THE TASK:
For the word "Vera", find each line in the entries where it occurs and copy that line.

━━ RECORDS PROVIDED

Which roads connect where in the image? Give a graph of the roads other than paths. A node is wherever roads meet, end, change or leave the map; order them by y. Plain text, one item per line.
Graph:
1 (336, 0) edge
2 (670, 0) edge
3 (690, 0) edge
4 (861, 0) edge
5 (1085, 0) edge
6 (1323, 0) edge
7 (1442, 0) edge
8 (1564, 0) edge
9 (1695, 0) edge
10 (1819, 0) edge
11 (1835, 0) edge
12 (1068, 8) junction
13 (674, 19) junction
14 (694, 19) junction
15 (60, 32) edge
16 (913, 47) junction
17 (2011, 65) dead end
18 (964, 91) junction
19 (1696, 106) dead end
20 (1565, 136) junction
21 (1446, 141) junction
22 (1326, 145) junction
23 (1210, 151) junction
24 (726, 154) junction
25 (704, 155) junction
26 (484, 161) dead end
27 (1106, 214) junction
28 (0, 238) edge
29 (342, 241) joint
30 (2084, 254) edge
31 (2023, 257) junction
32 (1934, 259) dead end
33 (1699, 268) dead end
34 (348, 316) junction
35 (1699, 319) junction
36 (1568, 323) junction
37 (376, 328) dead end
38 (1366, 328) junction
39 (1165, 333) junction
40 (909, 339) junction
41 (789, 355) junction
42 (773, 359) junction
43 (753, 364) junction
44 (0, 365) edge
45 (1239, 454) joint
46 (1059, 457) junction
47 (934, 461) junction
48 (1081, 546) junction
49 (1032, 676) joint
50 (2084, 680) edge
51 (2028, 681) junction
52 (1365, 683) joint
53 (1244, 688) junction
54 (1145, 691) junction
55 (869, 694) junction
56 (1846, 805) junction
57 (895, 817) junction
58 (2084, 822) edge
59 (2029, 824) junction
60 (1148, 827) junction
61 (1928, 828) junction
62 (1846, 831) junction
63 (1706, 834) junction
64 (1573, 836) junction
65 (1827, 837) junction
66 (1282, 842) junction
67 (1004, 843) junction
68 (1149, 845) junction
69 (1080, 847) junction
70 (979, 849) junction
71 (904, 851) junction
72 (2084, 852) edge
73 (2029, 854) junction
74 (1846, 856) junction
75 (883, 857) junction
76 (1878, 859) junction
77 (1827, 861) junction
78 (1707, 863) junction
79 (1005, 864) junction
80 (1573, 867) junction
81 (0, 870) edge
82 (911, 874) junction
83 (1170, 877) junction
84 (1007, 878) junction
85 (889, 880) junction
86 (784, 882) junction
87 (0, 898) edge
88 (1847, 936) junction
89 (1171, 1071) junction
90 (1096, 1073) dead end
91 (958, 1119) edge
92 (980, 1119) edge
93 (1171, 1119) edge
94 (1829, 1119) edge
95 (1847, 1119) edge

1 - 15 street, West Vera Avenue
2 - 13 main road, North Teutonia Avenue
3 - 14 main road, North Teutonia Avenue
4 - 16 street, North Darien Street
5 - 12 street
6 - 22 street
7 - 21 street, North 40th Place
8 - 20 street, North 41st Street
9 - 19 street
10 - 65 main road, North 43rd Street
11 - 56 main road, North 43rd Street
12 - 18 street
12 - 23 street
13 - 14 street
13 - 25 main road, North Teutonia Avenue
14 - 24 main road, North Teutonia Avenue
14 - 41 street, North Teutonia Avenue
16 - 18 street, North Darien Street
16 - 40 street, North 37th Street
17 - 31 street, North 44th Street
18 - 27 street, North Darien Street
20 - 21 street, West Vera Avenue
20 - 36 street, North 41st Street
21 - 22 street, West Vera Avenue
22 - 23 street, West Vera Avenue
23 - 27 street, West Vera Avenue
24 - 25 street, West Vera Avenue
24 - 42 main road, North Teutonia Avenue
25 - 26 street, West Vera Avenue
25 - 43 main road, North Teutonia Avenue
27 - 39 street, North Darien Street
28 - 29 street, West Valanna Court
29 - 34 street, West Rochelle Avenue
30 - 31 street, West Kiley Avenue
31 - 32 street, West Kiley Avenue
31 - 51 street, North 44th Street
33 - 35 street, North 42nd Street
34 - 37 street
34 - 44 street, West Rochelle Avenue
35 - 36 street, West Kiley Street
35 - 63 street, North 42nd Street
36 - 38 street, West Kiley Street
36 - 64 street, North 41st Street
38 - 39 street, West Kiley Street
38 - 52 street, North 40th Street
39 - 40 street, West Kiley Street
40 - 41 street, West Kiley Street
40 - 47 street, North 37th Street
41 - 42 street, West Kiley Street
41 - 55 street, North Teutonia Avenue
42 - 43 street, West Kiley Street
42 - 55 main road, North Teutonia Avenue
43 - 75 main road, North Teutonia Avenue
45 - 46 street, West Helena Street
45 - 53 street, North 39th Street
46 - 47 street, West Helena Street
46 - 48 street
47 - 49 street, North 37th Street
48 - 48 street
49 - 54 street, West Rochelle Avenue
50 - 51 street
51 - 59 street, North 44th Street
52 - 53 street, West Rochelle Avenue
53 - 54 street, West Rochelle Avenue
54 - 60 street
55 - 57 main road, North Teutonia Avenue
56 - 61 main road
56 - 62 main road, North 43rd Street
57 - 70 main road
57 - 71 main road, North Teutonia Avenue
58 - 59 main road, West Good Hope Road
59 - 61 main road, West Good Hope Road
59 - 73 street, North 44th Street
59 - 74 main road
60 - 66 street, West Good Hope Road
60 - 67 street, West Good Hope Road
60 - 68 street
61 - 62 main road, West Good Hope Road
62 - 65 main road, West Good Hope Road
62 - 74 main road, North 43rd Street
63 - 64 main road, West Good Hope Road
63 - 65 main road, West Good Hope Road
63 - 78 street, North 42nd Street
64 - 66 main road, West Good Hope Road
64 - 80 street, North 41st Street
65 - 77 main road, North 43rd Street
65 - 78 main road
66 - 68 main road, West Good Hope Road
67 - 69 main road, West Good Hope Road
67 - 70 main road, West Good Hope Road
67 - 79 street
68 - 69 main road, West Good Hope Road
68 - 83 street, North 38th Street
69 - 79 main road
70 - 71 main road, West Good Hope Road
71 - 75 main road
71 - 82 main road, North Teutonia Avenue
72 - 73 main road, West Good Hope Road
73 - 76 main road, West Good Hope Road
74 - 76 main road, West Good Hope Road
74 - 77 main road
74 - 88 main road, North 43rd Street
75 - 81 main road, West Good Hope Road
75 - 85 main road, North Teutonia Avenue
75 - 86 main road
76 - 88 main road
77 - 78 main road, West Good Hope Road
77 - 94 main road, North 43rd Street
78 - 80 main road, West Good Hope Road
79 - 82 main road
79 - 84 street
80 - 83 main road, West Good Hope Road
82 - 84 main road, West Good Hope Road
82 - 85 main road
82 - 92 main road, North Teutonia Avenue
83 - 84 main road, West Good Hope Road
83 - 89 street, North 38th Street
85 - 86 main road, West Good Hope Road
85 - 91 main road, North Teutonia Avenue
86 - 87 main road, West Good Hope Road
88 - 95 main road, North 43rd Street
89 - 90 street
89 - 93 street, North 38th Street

━━━━

EXERCISE RESPONSE:
1 - 15 street, West Vera Avenue
20 - 21 street, West Vera Avenue
21 - 22 street, West Vera Avenue
22 - 23 street, West Vera Avenue
23 - 27 street, West Vera Avenue
24 - 25 street, West Vera Avenue
25 - 26 street, West Vera Avenue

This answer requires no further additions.